### About this task
Write out the records again exactly. Nothing should be dropped.

### Collected data entries
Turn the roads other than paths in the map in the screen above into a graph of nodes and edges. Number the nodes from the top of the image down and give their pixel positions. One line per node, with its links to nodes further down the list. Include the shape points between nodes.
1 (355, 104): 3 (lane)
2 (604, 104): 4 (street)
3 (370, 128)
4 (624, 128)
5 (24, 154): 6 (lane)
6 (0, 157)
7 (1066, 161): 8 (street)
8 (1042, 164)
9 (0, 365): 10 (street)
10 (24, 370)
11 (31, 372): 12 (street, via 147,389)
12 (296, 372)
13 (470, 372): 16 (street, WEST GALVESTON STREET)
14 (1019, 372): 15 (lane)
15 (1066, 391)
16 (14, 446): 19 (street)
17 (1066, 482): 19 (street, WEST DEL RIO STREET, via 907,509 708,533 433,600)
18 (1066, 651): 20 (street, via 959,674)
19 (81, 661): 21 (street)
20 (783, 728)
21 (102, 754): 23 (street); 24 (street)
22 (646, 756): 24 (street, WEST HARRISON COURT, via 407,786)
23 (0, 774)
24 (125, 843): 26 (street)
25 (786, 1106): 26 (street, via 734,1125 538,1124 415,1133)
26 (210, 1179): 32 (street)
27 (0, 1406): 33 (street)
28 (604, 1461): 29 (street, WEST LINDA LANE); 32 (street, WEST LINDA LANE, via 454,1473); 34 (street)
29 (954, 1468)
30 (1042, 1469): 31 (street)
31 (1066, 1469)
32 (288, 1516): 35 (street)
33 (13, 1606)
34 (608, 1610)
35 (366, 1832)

### Response to this task
Turn the roads other than paths in the map in the screen above into a graph of nodes and edges. Number the nodes from the top of the image down and give their pixel positions. One line per node, with its links to nodes further down the list. Include the shape points between nodes.
1 (355, 104): 3 (lane)
2 (604, 104): 4 (street)
3 (370, 128)
4 (624, 128)
5 (24, 154): 6 (lane)
6 (0, 157)
7 (1066, 161): 8 (street)
8 (1042, 164)
9 (0, 365): 10 (street)
10 (24, 370)
11 (31, 372): 12 (street, via 147,389)
12 (296, 372)
13 (470, 372): 16 (street, WEST GALVESTON STREET)
14 (1019, 372): 15 (lane)
15 (1066, 391)
16 (14, 446): 19 (street)
17 (1066, 482): 19 (street, WEST DEL RIO STREET, via 907,509 708,533 433,600)
18 (1066, 651): 20 (street, via 959,674)
19 (81, 661): 21 (street)
20 (783, 728)
21 (102, 754): 23 (street); 24 (street)
22 (646, 756): 24 (street, WEST HARRISON COURT, via 407,786)
23 (0, 774)
24 (125, 843): 26 (street)
25 (786, 1106): 26 (street, via 734,1125 538,1124 415,1133)
26 (210, 1179): 32 (street)
27 (0, 1406): 33 (street)
28 (604, 1461): 29 (street, WEST LINDA LANE); 32 (street, WEST LINDA LANE, via 454,1473); 34 (street)
29 (954, 1468)
30 (1042, 1469): 31 (street)
31 (1066, 1469)
32 (288, 1516): 35 (street)
33 (13, 1606)
34 (608, 1610)
35 (366, 1832)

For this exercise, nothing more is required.